I’ve played fantasy baseball for a few years now. It’s not fun. The season goes on forever and you have to actually pay attention to what’s happening. It wouldn’t be so bad if you didn’t have to make moves every single day between the season starting and ending like nine months later.
NASCAR is an entirely different kind of terrible. The pain here is an excruciating type of boredom over a short burst. I can at least watch a baseball game and enjoy it. There is no joy in watching a single NASCAR race.
For starters, NASCAR announcers are bland and all they want to do is tell viewers just how “loose” or “tight” a car is.
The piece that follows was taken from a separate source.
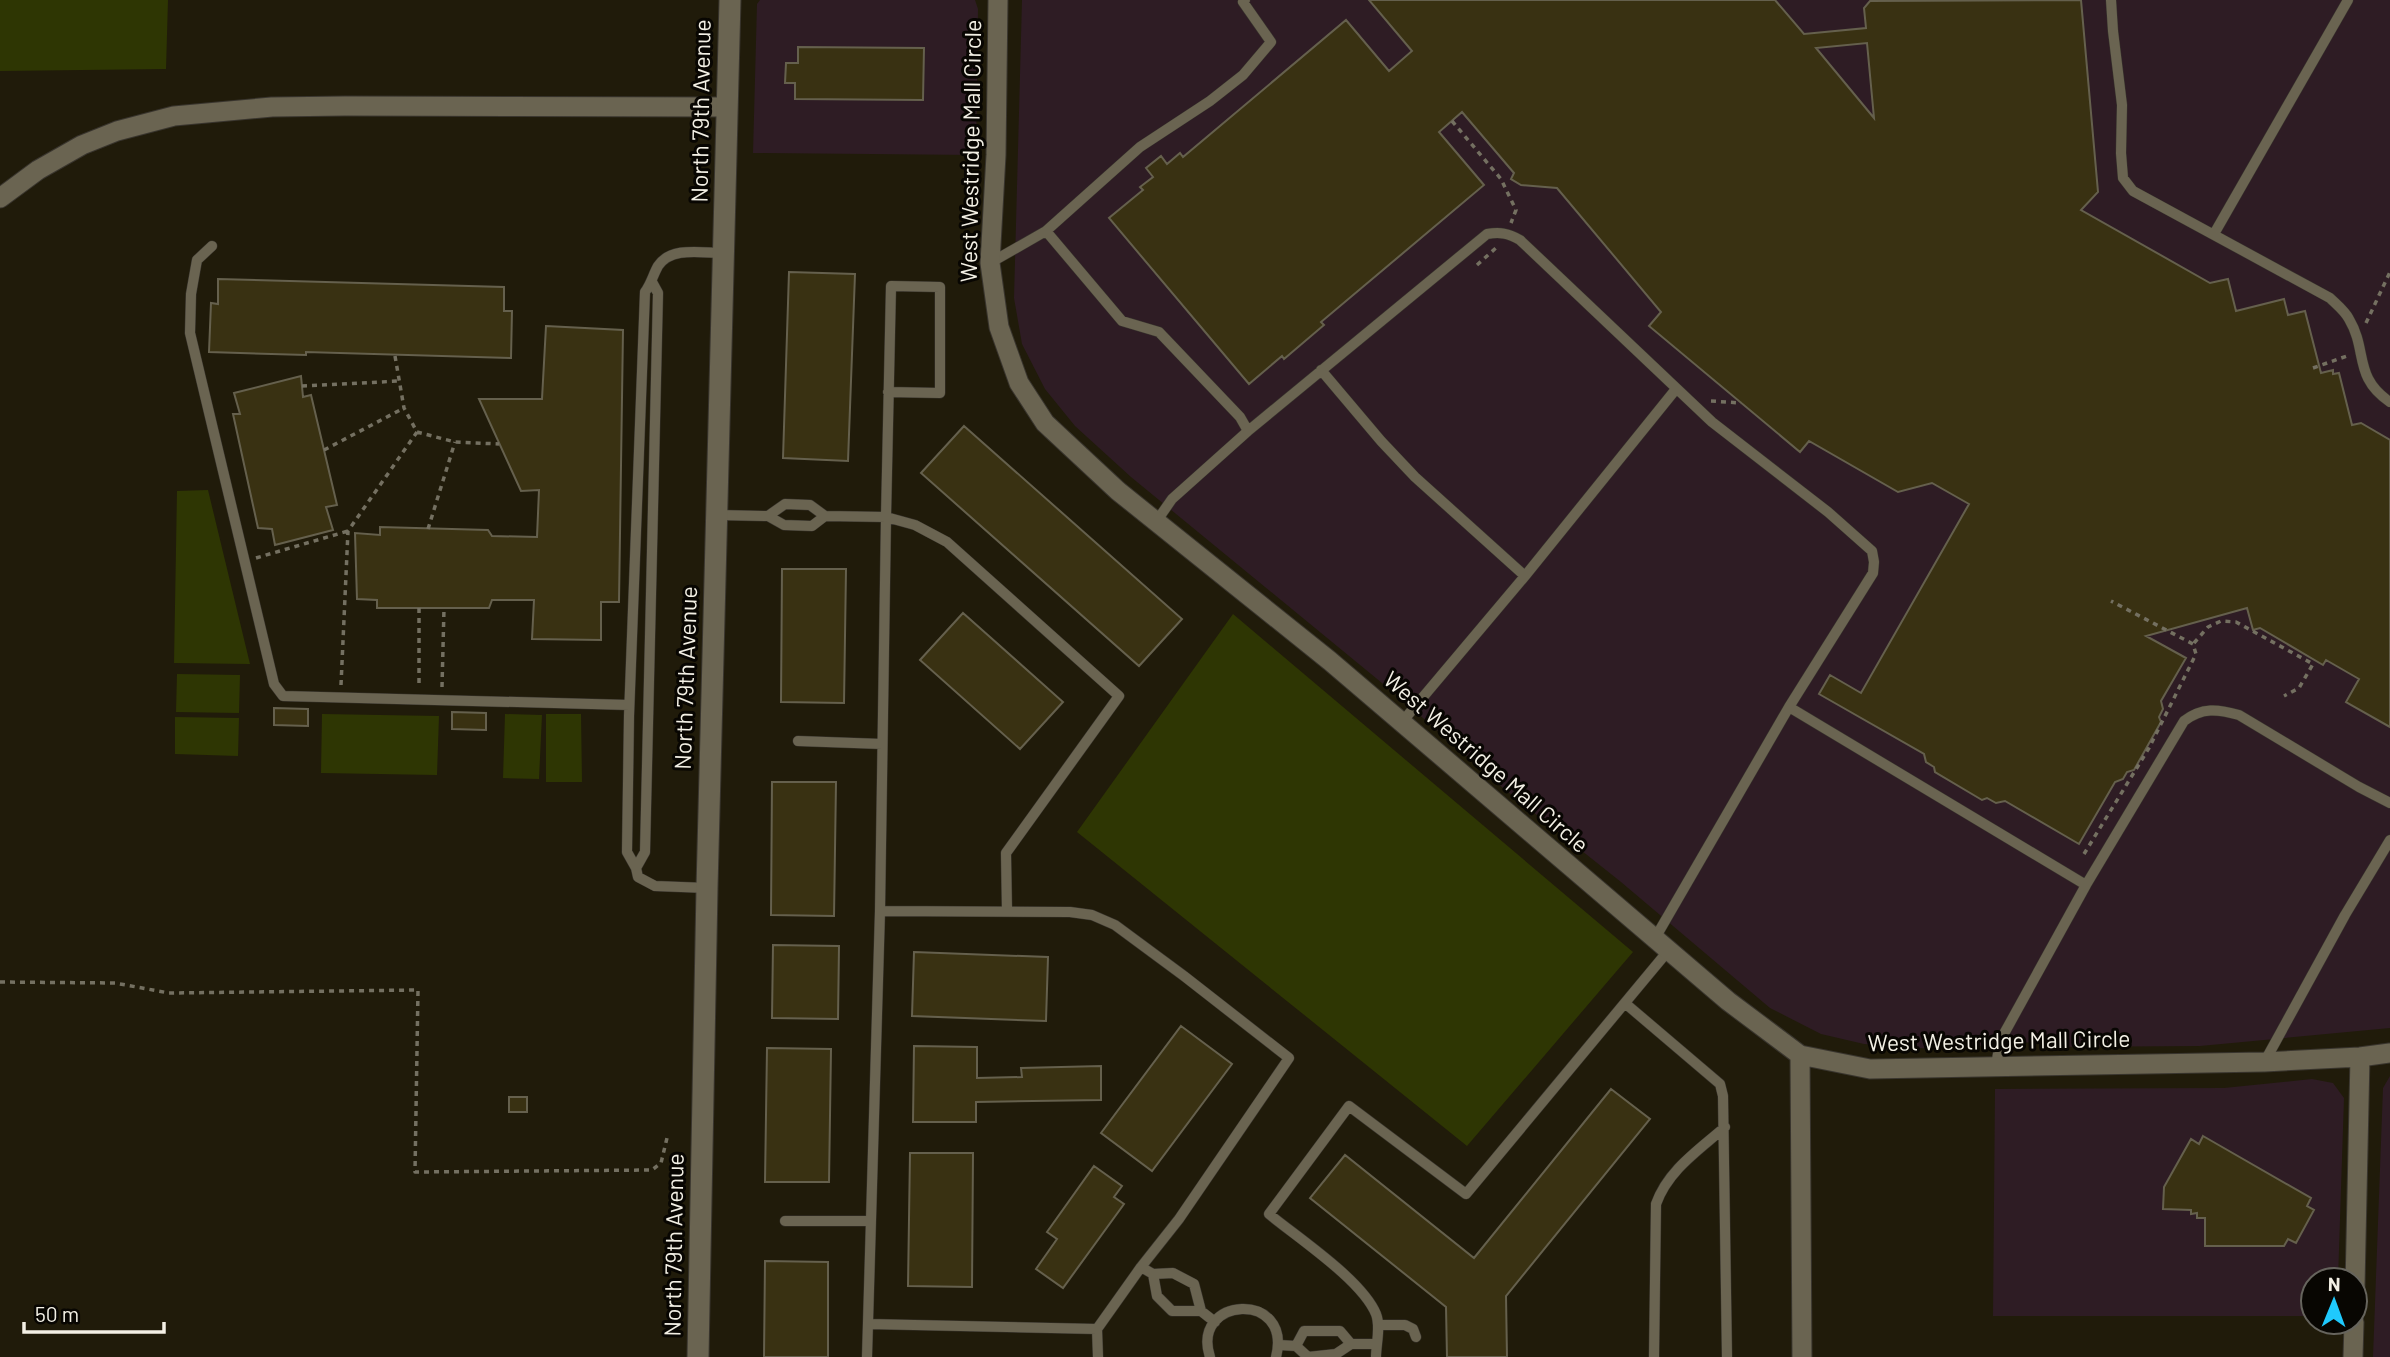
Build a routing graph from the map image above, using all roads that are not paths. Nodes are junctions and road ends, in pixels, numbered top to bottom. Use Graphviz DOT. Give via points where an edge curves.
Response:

Every single car on the track is either too loose or too tight and the hundreds of people there with knowledge of cars seem unable to correct the problem. According to NASCAR announcers, the only solutions either involved adjusting the wedge or trackbar.
Look, I’m not a car guy, but are these even things? I’ve never been like, “Hey, my car is handling poorly today, so I got to get that wedge looked at.” I guess I could live with all this inside baseball talk from NASCAR announcers if the director wasn’t so hellbent on having the camera focused away from the action.
Oh, is there a crash? Well, we missed it to bring you video this guy in 20th place driving around with no hope of winning. Was that a lead change? Doesn’t matter because you need to look at this close up of plastic bag on the track.
The only saving grace is that after four hours, you will be free from your responsibility of watching NASCAR. Fantasy baseball lingers there for days, weeks and months. No booms or busts. No peaks or valleys. It’s like reading a textbook.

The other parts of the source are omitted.